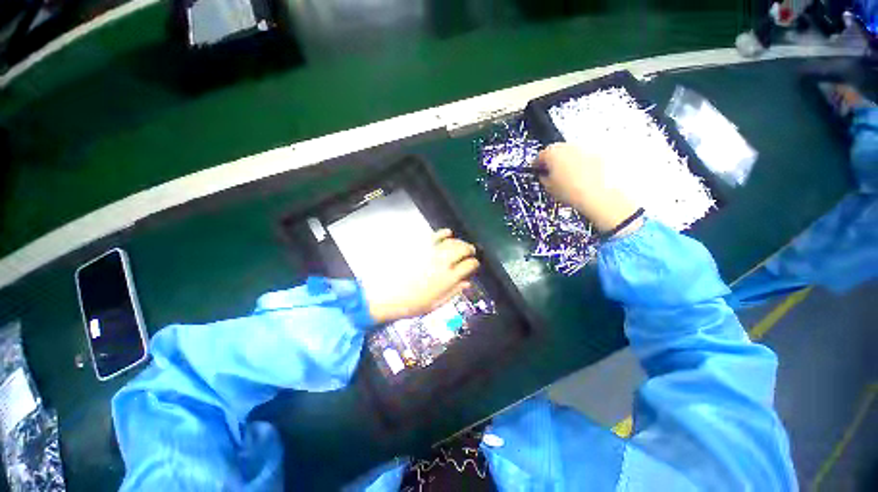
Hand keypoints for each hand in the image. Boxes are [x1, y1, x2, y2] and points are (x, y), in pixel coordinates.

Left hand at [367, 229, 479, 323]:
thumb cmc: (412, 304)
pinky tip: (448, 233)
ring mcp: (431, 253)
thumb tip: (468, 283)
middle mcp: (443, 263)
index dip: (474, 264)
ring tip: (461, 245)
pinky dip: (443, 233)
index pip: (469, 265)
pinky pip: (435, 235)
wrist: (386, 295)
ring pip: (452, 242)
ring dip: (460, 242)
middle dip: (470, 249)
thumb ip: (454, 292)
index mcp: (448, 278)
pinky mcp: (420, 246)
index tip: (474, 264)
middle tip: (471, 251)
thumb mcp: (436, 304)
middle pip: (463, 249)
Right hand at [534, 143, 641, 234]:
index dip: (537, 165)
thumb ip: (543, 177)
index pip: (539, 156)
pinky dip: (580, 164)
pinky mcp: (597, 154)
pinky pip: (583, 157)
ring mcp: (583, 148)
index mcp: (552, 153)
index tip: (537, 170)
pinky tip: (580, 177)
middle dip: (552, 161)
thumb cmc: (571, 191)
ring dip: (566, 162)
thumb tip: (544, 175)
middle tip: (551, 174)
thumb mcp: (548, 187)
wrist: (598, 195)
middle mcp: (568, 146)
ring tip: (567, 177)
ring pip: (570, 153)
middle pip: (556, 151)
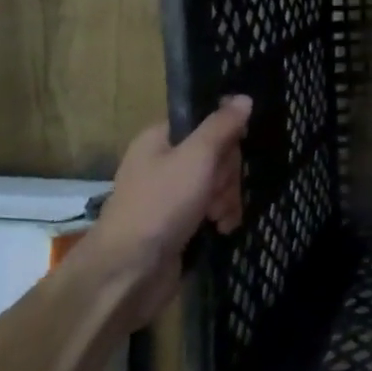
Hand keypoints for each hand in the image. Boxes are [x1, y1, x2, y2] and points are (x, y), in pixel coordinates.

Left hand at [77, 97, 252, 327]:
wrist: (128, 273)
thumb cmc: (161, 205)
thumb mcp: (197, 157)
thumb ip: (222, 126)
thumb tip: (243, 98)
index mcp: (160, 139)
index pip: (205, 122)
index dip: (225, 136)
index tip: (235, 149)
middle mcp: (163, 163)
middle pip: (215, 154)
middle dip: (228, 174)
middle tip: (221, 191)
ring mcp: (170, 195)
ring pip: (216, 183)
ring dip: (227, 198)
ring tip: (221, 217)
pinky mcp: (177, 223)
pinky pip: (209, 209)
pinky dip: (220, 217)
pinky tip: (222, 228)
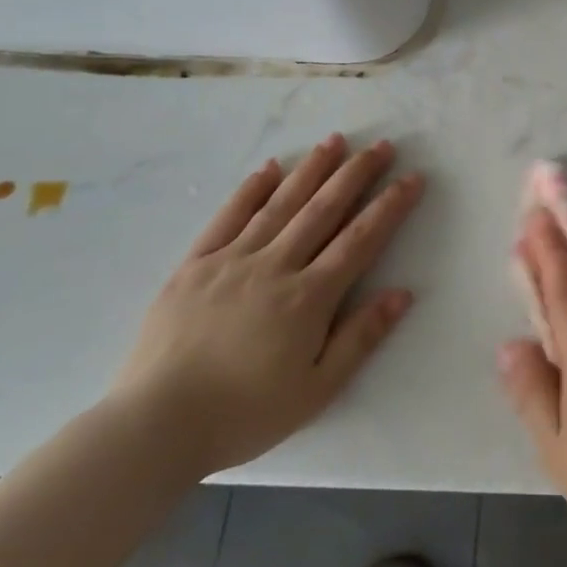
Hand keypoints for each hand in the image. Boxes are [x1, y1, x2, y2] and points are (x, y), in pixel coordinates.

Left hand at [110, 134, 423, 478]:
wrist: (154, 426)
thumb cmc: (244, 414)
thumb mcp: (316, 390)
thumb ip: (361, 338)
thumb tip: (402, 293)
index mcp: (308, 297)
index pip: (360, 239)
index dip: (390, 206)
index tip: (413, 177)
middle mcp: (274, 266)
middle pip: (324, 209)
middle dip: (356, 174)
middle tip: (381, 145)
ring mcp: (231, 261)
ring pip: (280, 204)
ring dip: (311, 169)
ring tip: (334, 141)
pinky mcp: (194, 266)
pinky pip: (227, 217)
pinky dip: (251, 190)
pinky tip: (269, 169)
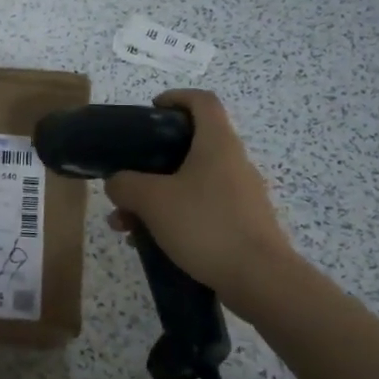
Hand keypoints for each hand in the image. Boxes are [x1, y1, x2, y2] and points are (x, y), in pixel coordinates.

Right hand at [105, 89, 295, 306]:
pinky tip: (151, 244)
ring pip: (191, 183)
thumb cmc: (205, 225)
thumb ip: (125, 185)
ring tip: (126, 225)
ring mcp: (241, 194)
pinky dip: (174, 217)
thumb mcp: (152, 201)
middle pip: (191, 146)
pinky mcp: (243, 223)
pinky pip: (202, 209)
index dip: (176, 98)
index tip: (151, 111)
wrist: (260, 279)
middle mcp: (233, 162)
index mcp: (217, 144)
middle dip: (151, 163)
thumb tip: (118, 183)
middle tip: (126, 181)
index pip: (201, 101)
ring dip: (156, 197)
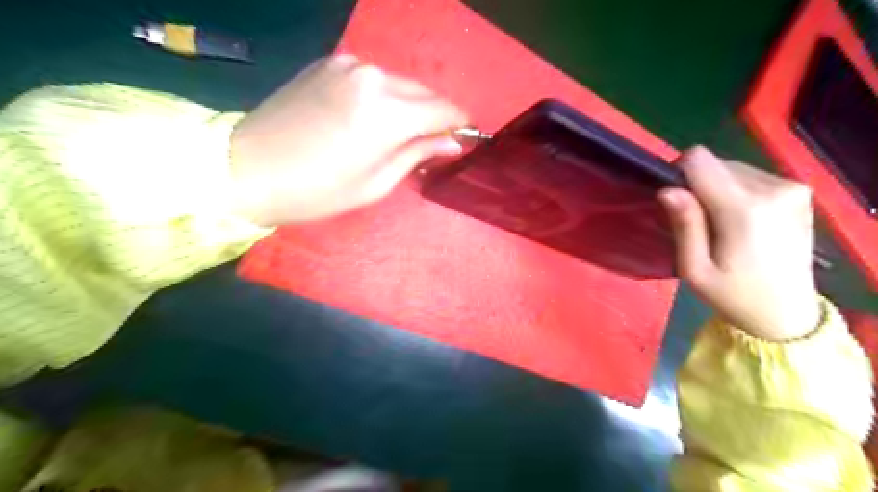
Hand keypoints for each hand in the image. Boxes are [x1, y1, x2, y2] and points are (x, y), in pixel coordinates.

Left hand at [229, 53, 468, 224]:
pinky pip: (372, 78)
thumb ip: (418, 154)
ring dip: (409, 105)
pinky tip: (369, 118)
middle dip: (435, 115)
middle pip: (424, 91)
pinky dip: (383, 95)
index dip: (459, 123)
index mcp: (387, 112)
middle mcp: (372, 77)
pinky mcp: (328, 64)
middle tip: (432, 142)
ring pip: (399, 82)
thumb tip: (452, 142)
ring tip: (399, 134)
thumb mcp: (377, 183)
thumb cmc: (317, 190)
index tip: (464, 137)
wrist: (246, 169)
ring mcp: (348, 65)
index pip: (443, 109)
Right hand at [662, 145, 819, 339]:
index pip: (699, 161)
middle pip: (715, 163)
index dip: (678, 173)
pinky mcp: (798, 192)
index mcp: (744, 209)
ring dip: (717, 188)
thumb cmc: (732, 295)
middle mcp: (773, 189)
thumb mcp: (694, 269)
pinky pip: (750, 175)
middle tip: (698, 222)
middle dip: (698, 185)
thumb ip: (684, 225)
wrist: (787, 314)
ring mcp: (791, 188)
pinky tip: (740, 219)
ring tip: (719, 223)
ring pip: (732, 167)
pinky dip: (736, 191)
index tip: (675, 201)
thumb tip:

§ ACTIVITY
Because pictures are not wanted, give every entry above again exactly without them.

§ WRITTEN SOLUTION
Hand keypoints for each hand in the image. Boxes are [x1, y1, x2, y2] and points are (x, y), in pixel coordinates.

Left hand at [367, 229, 479, 323]:
thumb cmc: (412, 304)
pinky tip: (448, 233)
ring mcp: (431, 253)
thumb tip: (468, 283)
middle mcp: (443, 263)
index dip: (474, 264)
ring tip: (461, 245)
pinky dip: (443, 233)
index pip: (469, 265)
pinky pip: (435, 235)
wrist: (386, 295)
ring pip: (452, 242)
ring dip: (460, 242)
middle dip: (470, 249)
thumb ip: (454, 292)
index mcp: (448, 278)
pinky mcp: (420, 246)
index tip: (474, 264)
middle tip: (471, 251)
thumb mcp: (436, 304)
middle pip: (463, 249)
Right hand at [534, 143, 641, 234]:
index dip: (537, 165)
thumb ip: (543, 177)
index pip: (539, 156)
pinky dip: (580, 164)
pinky mcp: (597, 154)
pinky pip: (583, 157)
ring mcp: (583, 148)
index mcp: (552, 153)
index tip: (537, 170)
pinky tip: (580, 177)
middle dip: (552, 161)
thumb cmc: (571, 191)
ring dip: (566, 162)
thumb tip: (544, 175)
middle tip: (551, 174)
thumb mcp: (548, 187)
wrist: (598, 195)
middle mcp: (568, 146)
ring tip: (567, 177)
ring pip: (570, 153)
middle pip: (556, 151)
Hand keypoints for each hand in the image. Boxes are [x1, y1, x2, y2] and points are (x, y), in pixel coordinates.

Left hand at [77, 97, 252, 327]:
wrist: (128, 273)
thumb cmc: (161, 205)
thumb mcp: (197, 157)
thumb ip: (222, 126)
thumb tip: (243, 98)
index mcp: (160, 139)
index pip: (205, 122)
index dip: (225, 136)
index tip: (235, 149)
middle mcp: (163, 163)
middle pip: (215, 154)
middle dip: (228, 174)
middle tip: (221, 191)
ring mcp: (170, 195)
ring pip: (216, 183)
ring dip: (227, 198)
ring tip: (221, 217)
pinky mcp: (177, 223)
pinky pip: (209, 209)
pinky dip: (220, 217)
pinky tip: (222, 228)
Hand keypoints for each hand in the image. Boxes are [x1, y1, x2, y2] and points are (x, y), in pixel coordinates.

Left hand at [110, 134, 423, 478]:
wrist: (154, 426)
thumb cmc: (244, 414)
thumb mcp: (316, 390)
thumb ip: (361, 338)
thumb tip: (402, 293)
index mcp: (308, 297)
index pip: (360, 239)
index dip: (390, 206)
index tip: (413, 177)
middle mcp: (274, 266)
middle pip: (324, 209)
middle dip: (356, 174)
middle tip: (381, 145)
ring mcp: (231, 261)
ring pip: (280, 204)
ring dip: (311, 169)
ring tip: (334, 141)
pinky mcp: (194, 266)
pinky pip: (227, 217)
pinky dip: (251, 190)
pinky tip: (269, 169)
Hand keypoints for each hand in the image. Boxes are [x1, y1, x2, y2] and points are (x, y), in pixel coordinates.

Right hand at [105, 89, 295, 306]:
pinky tip: (151, 244)
ring pip: (191, 183)
thumb cmc: (205, 225)
thumb ip: (125, 185)
ring tip: (126, 225)
ring mcp: (241, 194)
pinky dip: (174, 217)
thumb mcp: (152, 201)
middle pip: (191, 146)
pinky mcp: (243, 223)
pinky pip: (202, 209)
index dip: (176, 98)
index tip: (151, 111)
wrist: (260, 279)
middle mcp: (233, 162)
index mcp: (217, 144)
middle dip: (151, 163)
thumb tip: (118, 183)
middle tip: (126, 181)
index pip: (201, 101)
ring dip: (156, 197)
Hand keypoints for each hand in the image. Boxes are [x1, y1, x2, y2] and points are (x, y), in pixel coordinates.

Left hand at [229, 53, 468, 224]:
pinky pip: (372, 78)
thumb ip: (418, 154)
ring dip: (409, 105)
pinky tip: (369, 118)
middle dip: (435, 115)
middle pip: (424, 91)
pinky dip: (383, 95)
index dip: (459, 123)
index mcp: (387, 112)
middle mcp: (372, 77)
pinky mcp: (328, 64)
middle tip: (432, 142)
ring pip: (399, 82)
thumb tip: (452, 142)
ring tip: (399, 134)
thumb mcp: (377, 183)
thumb cmc: (317, 190)
index tip: (464, 137)
wrist: (246, 169)
ring mcp: (348, 65)
index pip: (443, 109)
Right hand at [662, 145, 819, 339]:
index pip: (699, 161)
middle pip: (715, 163)
index dip: (678, 173)
pinky mcp: (798, 192)
index mcp: (744, 209)
ring dip: (717, 188)
thumb cmc: (732, 295)
middle mcp: (773, 189)
thumb mcp: (694, 269)
pinky pip: (750, 175)
middle tip: (698, 222)
middle dip: (698, 185)
thumb ip: (684, 225)
wrist: (787, 314)
ring mcp: (791, 188)
pinky tip: (740, 219)
ring tip: (719, 223)
ring pip: (732, 167)
pinky dip: (736, 191)
index tip: (675, 201)
thumb tip:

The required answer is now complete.